New AMD Ryzen Threadripper PRO 7000 WX-Series processors wreak Zen 4 havoc on PassMark's high-end CPU benchmark chart
AMD has once again dominated the PassMark CPU Mark chart for high-end processors thanks to the appearance of new Zen 4 “Storm Peak” Threadripper chips. Six processors have recently appeared in the chart, with all of them being from the upcoming range of PRO 7000 WX parts that are targeted for workstation use in a business setting. The AMD Ryzen Threadripper PRO 7995WX (96 cores), 7985WX (64), 7975WX (32), and 7965WX (24), have managed to currently occupy first, second, seventh, and sixteenth place, respectively, while the 7955WX (16 cores) and 7945WX (12) are further down in the table.
The scores amassed by the AMD Ryzen Threadripper PRO 7995WX and 7985WX are particularly impressive at 158,518 and 141,956, respectively. This places the new processors +25.76% (7995WX) and +12.62% (7985WX) ahead of the previous chart leader, the fellow Zen 4-powered AMD EPYC 9654 server chip. As for a comparison with Intel, unfortunately the highest-listed competitor from Team Blue is the Xeon w9-3495X, which can only compete with 56 cores and a lower clock range: 1.9-4.8 GHz vs. 2.5-5.1 GHz (7995WX) and 3.2-5.1 GHz (7985WX).
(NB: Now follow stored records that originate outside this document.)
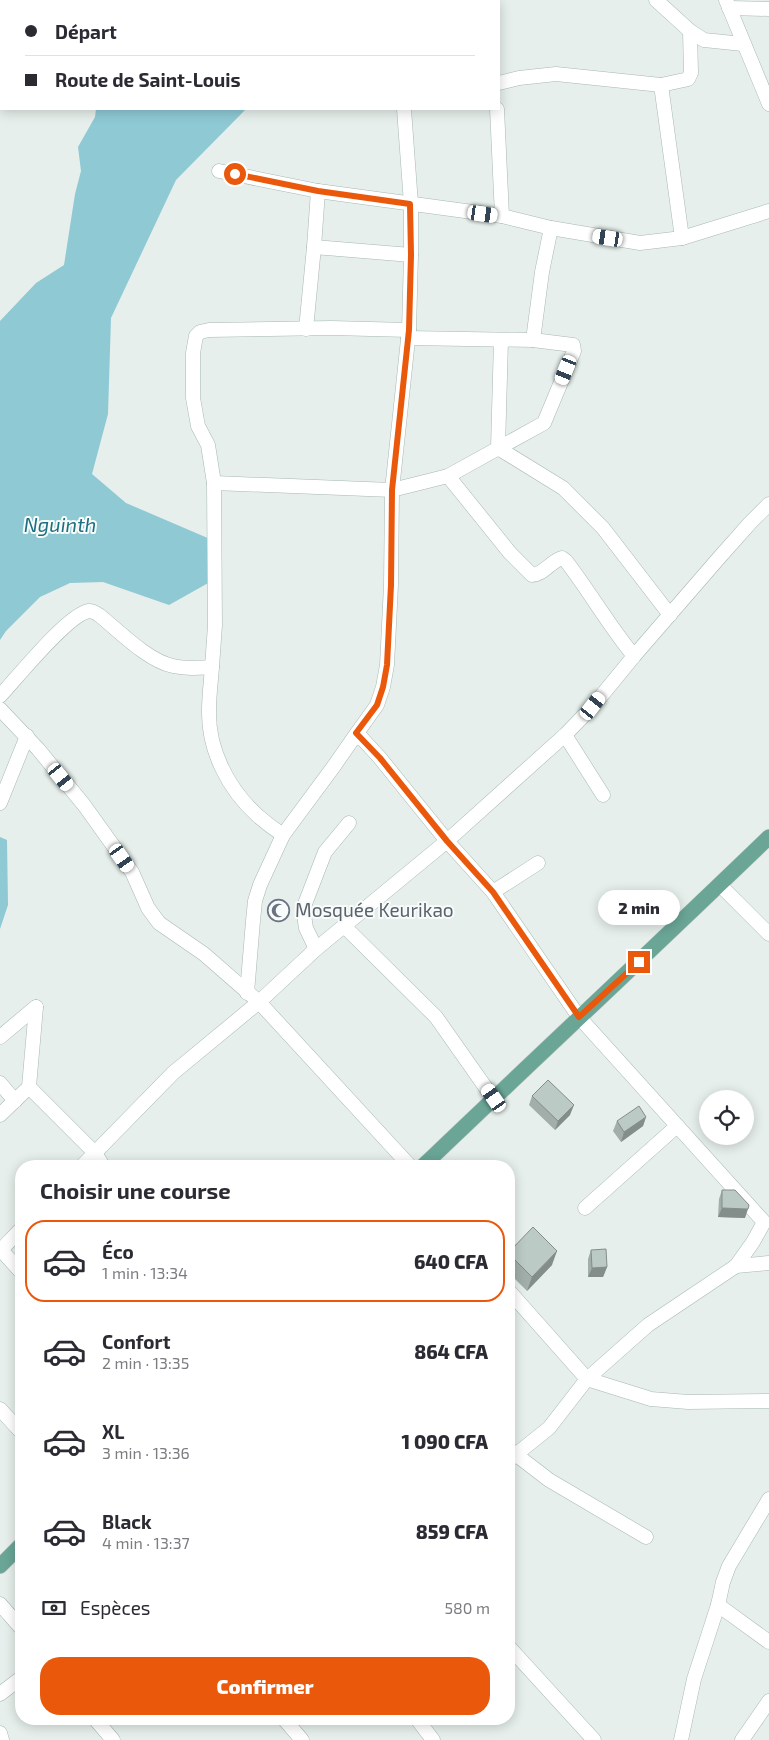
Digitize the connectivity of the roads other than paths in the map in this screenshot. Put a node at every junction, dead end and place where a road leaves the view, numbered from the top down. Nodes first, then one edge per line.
1 (656, 0) edge
2 (728, 4) edge
3 (769, 9) edge
4 (690, 31) junction
5 (743, 44) junction
6 (500, 83) edge
7 (661, 84) junction
8 (769, 104) edge
9 (404, 110) edge
10 (497, 110) edge
11 (219, 171) dead end
12 (318, 191) junction
13 (410, 204) junction
14 (769, 211) edge
15 (502, 216) junction
16 (551, 228) junction
17 (682, 238) junction
18 (314, 247) junction
19 (411, 255) junction
20 (306, 329) junction
21 (408, 334) junction
22 (501, 340) junction
23 (533, 340) junction
24 (498, 448) junction
25 (448, 476) junction
26 (214, 483) junction
27 (392, 490) junction
28 (769, 504) edge
29 (670, 615) junction
30 (634, 656) junction
31 (212, 667) junction
32 (0, 696) edge
33 (0, 709) edge
34 (356, 733) junction
35 (565, 735) junction
36 (26, 736) junction
37 (603, 795) dead end
38 (0, 803) edge
39 (349, 824) dead end
40 (283, 835) junction
41 (769, 837) edge
42 (447, 841) junction
43 (538, 863) dead end
44 (720, 885) junction
45 (493, 892) junction
46 (344, 926) junction
47 (769, 934) edge
48 (316, 949) junction
49 (248, 993) junction
50 (259, 1002) junction
51 (579, 1017) junction
52 (0, 1037) edge
53 (0, 1083) edge
54 (29, 1087) junction
55 (494, 1098) junction
56 (15, 1101) junction
57 (0, 1115) edge
58 (677, 1126) junction
59 (95, 1153) junction
60 (88, 1160) edge
61 (99, 1160) edge
62 (404, 1160) edge
63 (429, 1160) edge
64 (585, 1208) dead end
65 (767, 1221) edge
66 (15, 1236) edge
67 (1, 1251) edge
68 (769, 1263) edge
69 (15, 1266) edge
70 (736, 1266) junction
71 (515, 1298) edge
72 (587, 1379) junction
73 (769, 1401) edge
74 (0, 1409) edge
75 (15, 1425) edge
76 (515, 1452) edge
77 (515, 1458) edge
78 (769, 1499) edge
79 (764, 1522) edge
80 (646, 1537) dead end
81 (15, 1551) edge
82 (0, 1566) edge
83 (0, 1604) edge
84 (718, 1605) junction
85 (15, 1621) edge
86 (769, 1642) edge
87 (515, 1654) edge
88 (15, 1683) edge
89 (0, 1694) edge
90 (769, 1701) edge
91 (100, 1725) edge
92 (289, 1725) edge
93 (421, 1725) edge
94 (0, 1733) edge
95 (2, 1740) edge
96 (113, 1740) edge
97 (302, 1740) edge
98 (432, 1740) edge
99 (594, 1740) edge
100 (681, 1740) edge
101 (742, 1740) edge

1 - 4 street
2 - 3 street
2 - 5 street
4 - 5 street
4 - 7 street
5 - 8 street
6 - 7 street
7 - 17 street
9 - 13 street
10 - 15 street
11 - 12 street
12 - 13 street
12 - 18 street
13 - 15 street
13 - 19 street
14 - 17 street
15 - 16 street
16 - 17 street
16 - 23 street
18 - 19 street
18 - 20 street
19 - 21 street
20 - 21 street
20 - 26 street
21 - 22 street
21 - 27 street
22 - 23 street
22 - 24 street
23 - 24 street
24 - 25 street
24 - 29 street
25 - 27 street
25 - 30 street
26 - 27 street
26 - 31 street
27 - 34 street
28 - 29 street
29 - 30 street
30 - 35 street
31 - 32 street
31 - 40 street
33 - 36 street
34 - 40 street
34 - 42 street
35 - 37 street
35 - 42 street
36 - 38 street
36 - 49 street
39 - 48 street
40 - 49 street
41 - 44 main road
42 - 45 street
42 - 46 street
43 - 45 street
44 - 47 street
44 - 51 main road
45 - 51 street
46 - 48 street
46 - 55 street
48 - 50 street
49 - 50 street
50 - 59 street
50 - 62 street
51 - 55 main road
51 - 58 street
52 - 54 street
53 - 56 street
54 - 56 street
54 - 59 street
55 - 63 main road
56 - 57 street
58 - 64 street
58 - 65 street
59 - 60 street
59 - 61 street
65 - 70 street
66 - 67 street
67 - 69 street
68 - 70 street
70 - 72 street
71 - 72 street
72 - 73 street
72 - 76 street
74 - 75 street
77 - 80 street
78 - 79 street
79 - 84 street
81 - 82 main road
83 - 85 street
84 - 86 street
84 - 100 street
87 - 99 street
88 - 89 street
90 - 101 street
91 - 96 street
92 - 97 street
93 - 98 street
94 - 95 street

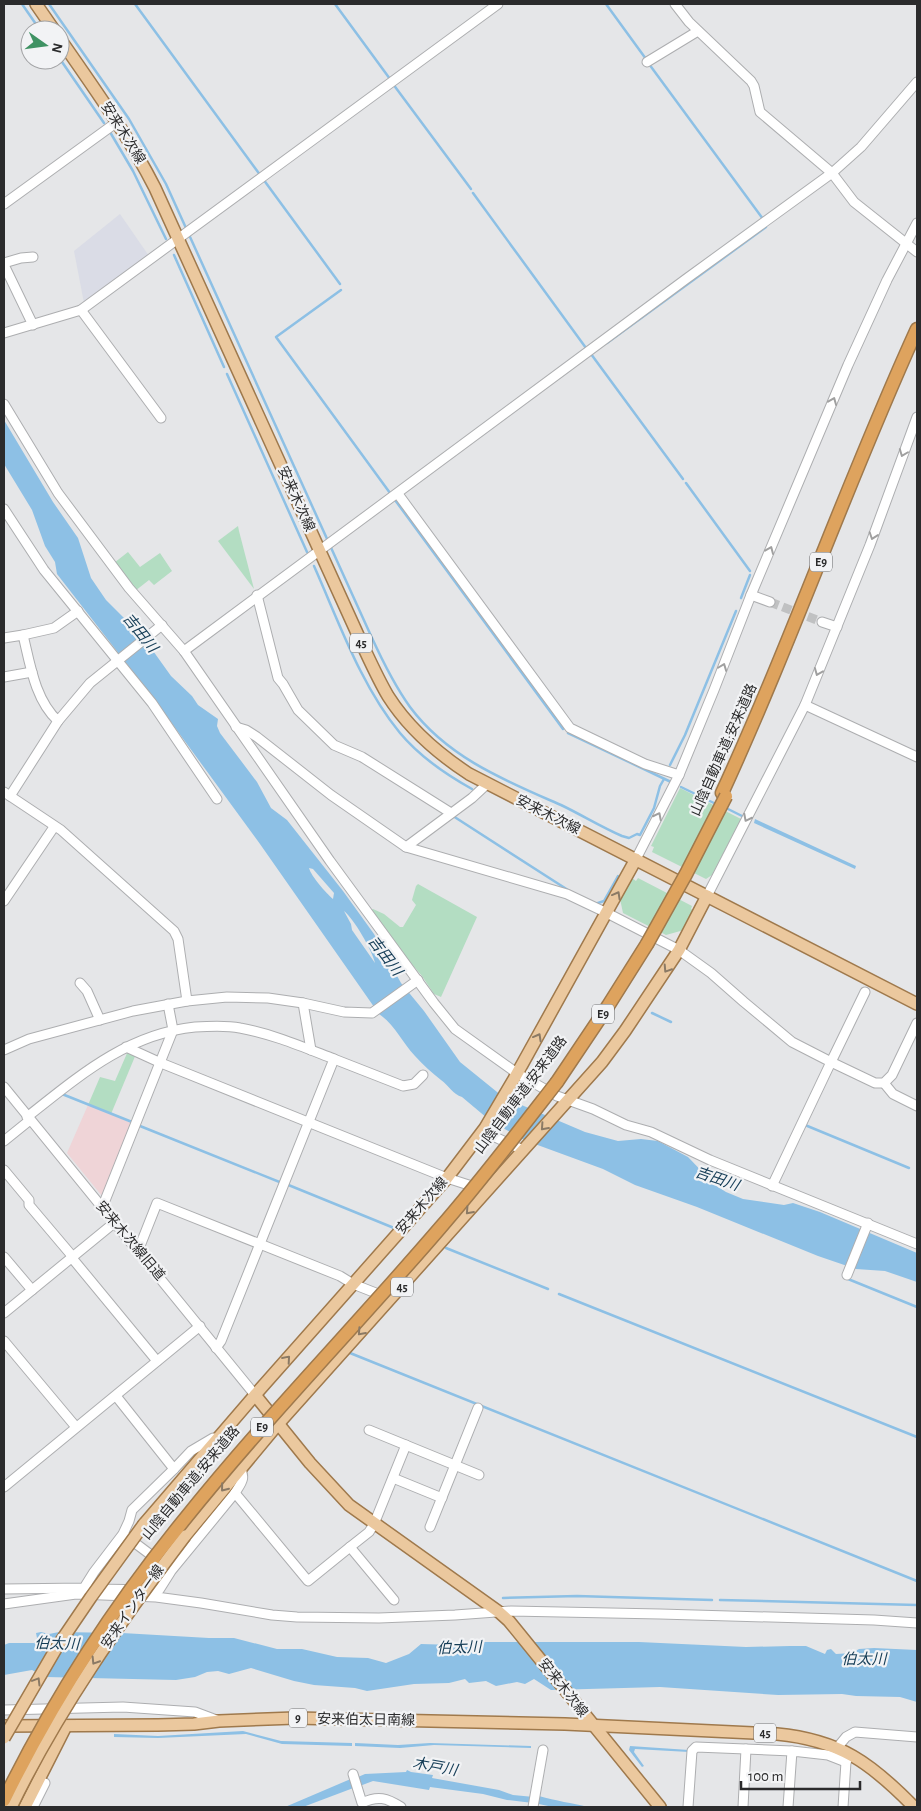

The differences to the new AMD chips end up being +44.43% for the 64-core part and a whopping +61.28% for the 96-core rival.
Unsurprisingly, such power and performance increases come at a cost, with the AMD Ryzen Threadripper PRO 7995WX set to come with a hefty price tag of US$9,999. The 96-core, 192-thread monster has a TDP of 350 W (same as the Intel Xeon w9-3495X) and sports a total L3 cache of 384 MB. AMD has also announced new consumer-oriented Threadripper chips in the forms of the Ryzen Threadripper 7980X, 7970X, and 7960X, although these pricey parts have yet to find their way on to the PassMark benchmark site yet.